● MATERIAL SUPPLIED
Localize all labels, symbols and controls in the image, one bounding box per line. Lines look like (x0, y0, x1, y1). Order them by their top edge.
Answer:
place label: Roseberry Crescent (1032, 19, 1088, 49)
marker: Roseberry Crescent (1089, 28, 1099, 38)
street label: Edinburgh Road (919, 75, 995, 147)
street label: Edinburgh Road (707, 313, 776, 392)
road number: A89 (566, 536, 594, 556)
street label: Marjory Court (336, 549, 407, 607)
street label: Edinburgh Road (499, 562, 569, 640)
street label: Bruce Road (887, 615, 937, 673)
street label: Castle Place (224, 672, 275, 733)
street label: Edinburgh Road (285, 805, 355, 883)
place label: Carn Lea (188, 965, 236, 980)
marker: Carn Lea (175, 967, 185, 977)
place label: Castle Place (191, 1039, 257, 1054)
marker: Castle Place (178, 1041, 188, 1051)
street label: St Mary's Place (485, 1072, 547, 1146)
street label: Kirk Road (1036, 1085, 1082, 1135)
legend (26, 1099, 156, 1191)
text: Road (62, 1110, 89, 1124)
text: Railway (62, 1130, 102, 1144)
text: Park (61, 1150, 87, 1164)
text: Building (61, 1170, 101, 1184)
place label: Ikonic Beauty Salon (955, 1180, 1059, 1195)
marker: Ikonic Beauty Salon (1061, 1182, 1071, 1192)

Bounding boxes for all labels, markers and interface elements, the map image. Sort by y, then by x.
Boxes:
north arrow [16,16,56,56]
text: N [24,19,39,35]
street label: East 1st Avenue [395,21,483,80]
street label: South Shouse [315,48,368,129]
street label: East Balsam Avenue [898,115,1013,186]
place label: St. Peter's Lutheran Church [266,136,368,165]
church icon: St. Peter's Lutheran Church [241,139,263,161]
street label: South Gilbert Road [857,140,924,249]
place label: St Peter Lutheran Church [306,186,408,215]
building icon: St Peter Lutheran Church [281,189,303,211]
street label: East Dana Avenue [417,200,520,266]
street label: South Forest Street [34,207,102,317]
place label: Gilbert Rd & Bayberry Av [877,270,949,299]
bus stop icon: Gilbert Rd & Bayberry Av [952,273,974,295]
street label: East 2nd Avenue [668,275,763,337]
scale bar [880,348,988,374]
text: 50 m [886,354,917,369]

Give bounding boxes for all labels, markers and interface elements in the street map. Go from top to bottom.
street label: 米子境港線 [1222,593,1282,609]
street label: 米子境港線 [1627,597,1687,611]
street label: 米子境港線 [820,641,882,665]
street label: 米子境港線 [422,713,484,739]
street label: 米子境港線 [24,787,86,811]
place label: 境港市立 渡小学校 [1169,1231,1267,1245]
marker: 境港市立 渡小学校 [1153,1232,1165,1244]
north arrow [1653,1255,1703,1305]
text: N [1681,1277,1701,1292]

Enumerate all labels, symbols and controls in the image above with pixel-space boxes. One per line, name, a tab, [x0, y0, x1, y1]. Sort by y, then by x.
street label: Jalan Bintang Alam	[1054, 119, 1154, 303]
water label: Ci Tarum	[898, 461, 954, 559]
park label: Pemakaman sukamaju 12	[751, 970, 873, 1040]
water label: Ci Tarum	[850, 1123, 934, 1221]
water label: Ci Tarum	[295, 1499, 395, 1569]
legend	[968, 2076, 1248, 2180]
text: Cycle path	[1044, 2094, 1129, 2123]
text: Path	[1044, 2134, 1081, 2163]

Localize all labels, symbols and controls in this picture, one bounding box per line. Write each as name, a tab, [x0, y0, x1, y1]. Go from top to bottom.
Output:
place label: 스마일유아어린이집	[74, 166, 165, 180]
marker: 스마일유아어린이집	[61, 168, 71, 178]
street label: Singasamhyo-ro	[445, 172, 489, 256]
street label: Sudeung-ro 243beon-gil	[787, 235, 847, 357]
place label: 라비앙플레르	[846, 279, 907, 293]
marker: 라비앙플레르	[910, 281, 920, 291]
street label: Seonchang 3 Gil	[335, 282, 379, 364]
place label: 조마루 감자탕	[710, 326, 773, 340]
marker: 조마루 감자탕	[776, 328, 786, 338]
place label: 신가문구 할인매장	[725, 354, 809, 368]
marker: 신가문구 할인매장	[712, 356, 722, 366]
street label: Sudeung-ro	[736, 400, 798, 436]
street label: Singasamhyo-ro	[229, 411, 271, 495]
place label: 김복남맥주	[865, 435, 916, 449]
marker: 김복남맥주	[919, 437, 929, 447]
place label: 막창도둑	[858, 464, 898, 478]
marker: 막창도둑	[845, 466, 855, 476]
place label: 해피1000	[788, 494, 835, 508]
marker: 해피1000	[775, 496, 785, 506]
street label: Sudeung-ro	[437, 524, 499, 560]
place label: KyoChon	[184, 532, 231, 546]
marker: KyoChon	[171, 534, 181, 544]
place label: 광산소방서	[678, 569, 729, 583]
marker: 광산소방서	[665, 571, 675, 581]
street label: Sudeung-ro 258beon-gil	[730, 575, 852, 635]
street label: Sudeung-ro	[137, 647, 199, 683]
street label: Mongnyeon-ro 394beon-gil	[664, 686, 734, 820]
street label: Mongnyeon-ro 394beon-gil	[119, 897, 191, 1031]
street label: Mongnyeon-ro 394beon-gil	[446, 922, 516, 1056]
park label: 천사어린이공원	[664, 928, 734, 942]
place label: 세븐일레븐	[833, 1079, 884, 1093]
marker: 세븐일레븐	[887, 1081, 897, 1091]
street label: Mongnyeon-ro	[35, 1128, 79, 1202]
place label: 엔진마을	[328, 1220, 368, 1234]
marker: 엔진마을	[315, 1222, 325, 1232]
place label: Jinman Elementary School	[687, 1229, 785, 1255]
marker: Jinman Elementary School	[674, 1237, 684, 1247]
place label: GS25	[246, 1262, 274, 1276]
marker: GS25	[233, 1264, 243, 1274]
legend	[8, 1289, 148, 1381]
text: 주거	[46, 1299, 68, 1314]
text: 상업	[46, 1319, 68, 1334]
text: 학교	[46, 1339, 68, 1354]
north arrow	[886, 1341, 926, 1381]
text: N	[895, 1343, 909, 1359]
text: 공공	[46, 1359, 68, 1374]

● EXERCISE DESCRIPTION
Your answer must be the full listing above, printed exactly as it stands.

● RESULT
Localize all labels, symbols and controls in the image, one bounding box per line. Lines look like (x0, y0, x1, y1). Order them by their top edge.
Answer:
place label: Roseberry Crescent (1032, 19, 1088, 49)
marker: Roseberry Crescent (1089, 28, 1099, 38)
street label: Edinburgh Road (919, 75, 995, 147)
street label: Edinburgh Road (707, 313, 776, 392)
road number: A89 (566, 536, 594, 556)
street label: Marjory Court (336, 549, 407, 607)
street label: Edinburgh Road (499, 562, 569, 640)
street label: Bruce Road (887, 615, 937, 673)
street label: Castle Place (224, 672, 275, 733)
street label: Edinburgh Road (285, 805, 355, 883)
place label: Carn Lea (188, 965, 236, 980)
marker: Carn Lea (175, 967, 185, 977)
place label: Castle Place (191, 1039, 257, 1054)
marker: Castle Place (178, 1041, 188, 1051)
street label: St Mary's Place (485, 1072, 547, 1146)
street label: Kirk Road (1036, 1085, 1082, 1135)
legend (26, 1099, 156, 1191)
text: Road (62, 1110, 89, 1124)
text: Railway (62, 1130, 102, 1144)
text: Park (61, 1150, 87, 1164)
text: Building (61, 1170, 101, 1184)
place label: Ikonic Beauty Salon (955, 1180, 1059, 1195)
marker: Ikonic Beauty Salon (1061, 1182, 1071, 1192)

Bounding boxes for all labels, markers and interface elements, the map image. Sort by y, then by x.
Boxes:
north arrow [16,16,56,56]
text: N [24,19,39,35]
street label: East 1st Avenue [395,21,483,80]
street label: South Shouse [315,48,368,129]
street label: East Balsam Avenue [898,115,1013,186]
place label: St. Peter's Lutheran Church [266,136,368,165]
church icon: St. Peter's Lutheran Church [241,139,263,161]
street label: South Gilbert Road [857,140,924,249]
place label: St Peter Lutheran Church [306,186,408,215]
building icon: St Peter Lutheran Church [281,189,303,211]
street label: East Dana Avenue [417,200,520,266]
street label: South Forest Street [34,207,102,317]
place label: Gilbert Rd & Bayberry Av [877,270,949,299]
bus stop icon: Gilbert Rd & Bayberry Av [952,273,974,295]
street label: East 2nd Avenue [668,275,763,337]
scale bar [880,348,988,374]
text: 50 m [886,354,917,369]

Give bounding boxes for all labels, markers and interface elements in the street map. Go from top to bottom.
street label: 米子境港線 [1222,593,1282,609]
street label: 米子境港線 [1627,597,1687,611]
street label: 米子境港線 [820,641,882,665]
street label: 米子境港線 [422,713,484,739]
street label: 米子境港線 [24,787,86,811]
place label: 境港市立 渡小学校 [1169,1231,1267,1245]
marker: 境港市立 渡小学校 [1153,1232,1165,1244]
north arrow [1653,1255,1703,1305]
text: N [1681,1277,1701,1292]

Enumerate all labels, symbols and controls in the image above with pixel-space boxes. One per line, name, a tab, [x0, y0, x1, y1]. Sort by y, then by x.
street label: Jalan Bintang Alam	[1054, 119, 1154, 303]
water label: Ci Tarum	[898, 461, 954, 559]
park label: Pemakaman sukamaju 12	[751, 970, 873, 1040]
water label: Ci Tarum	[850, 1123, 934, 1221]
water label: Ci Tarum	[295, 1499, 395, 1569]
legend	[968, 2076, 1248, 2180]
text: Cycle path	[1044, 2094, 1129, 2123]
text: Path	[1044, 2134, 1081, 2163]

Localize all labels, symbols and controls in this picture, one bounding box per line. Write each as name, a tab, [x0, y0, x1, y1]. Go from top to bottom.
Output:
place label: 스마일유아어린이집	[74, 166, 165, 180]
marker: 스마일유아어린이집	[61, 168, 71, 178]
street label: Singasamhyo-ro	[445, 172, 489, 256]
street label: Sudeung-ro 243beon-gil	[787, 235, 847, 357]
place label: 라비앙플레르	[846, 279, 907, 293]
marker: 라비앙플레르	[910, 281, 920, 291]
street label: Seonchang 3 Gil	[335, 282, 379, 364]
place label: 조마루 감자탕	[710, 326, 773, 340]
marker: 조마루 감자탕	[776, 328, 786, 338]
place label: 신가문구 할인매장	[725, 354, 809, 368]
marker: 신가문구 할인매장	[712, 356, 722, 366]
street label: Sudeung-ro	[736, 400, 798, 436]
street label: Singasamhyo-ro	[229, 411, 271, 495]
place label: 김복남맥주	[865, 435, 916, 449]
marker: 김복남맥주	[919, 437, 929, 447]
place label: 막창도둑	[858, 464, 898, 478]
marker: 막창도둑	[845, 466, 855, 476]
place label: 해피1000	[788, 494, 835, 508]
marker: 해피1000	[775, 496, 785, 506]
street label: Sudeung-ro	[437, 524, 499, 560]
place label: KyoChon	[184, 532, 231, 546]
marker: KyoChon	[171, 534, 181, 544]
place label: 광산소방서	[678, 569, 729, 583]
marker: 광산소방서	[665, 571, 675, 581]
street label: Sudeung-ro 258beon-gil	[730, 575, 852, 635]
street label: Sudeung-ro	[137, 647, 199, 683]
street label: Mongnyeon-ro 394beon-gil	[664, 686, 734, 820]
street label: Mongnyeon-ro 394beon-gil	[119, 897, 191, 1031]
street label: Mongnyeon-ro 394beon-gil	[446, 922, 516, 1056]
park label: 천사어린이공원	[664, 928, 734, 942]
place label: 세븐일레븐	[833, 1079, 884, 1093]
marker: 세븐일레븐	[887, 1081, 897, 1091]
street label: Mongnyeon-ro	[35, 1128, 79, 1202]
place label: 엔진마을	[328, 1220, 368, 1234]
marker: 엔진마을	[315, 1222, 325, 1232]
place label: Jinman Elementary School	[687, 1229, 785, 1255]
marker: Jinman Elementary School	[674, 1237, 684, 1247]
place label: GS25	[246, 1262, 274, 1276]
marker: GS25	[233, 1264, 243, 1274]
legend	[8, 1289, 148, 1381]
text: 주거	[46, 1299, 68, 1314]
text: 상업	[46, 1319, 68, 1334]
text: 학교	[46, 1339, 68, 1354]
north arrow	[886, 1341, 926, 1381]
text: N	[895, 1343, 909, 1359]
text: 공공	[46, 1359, 68, 1374]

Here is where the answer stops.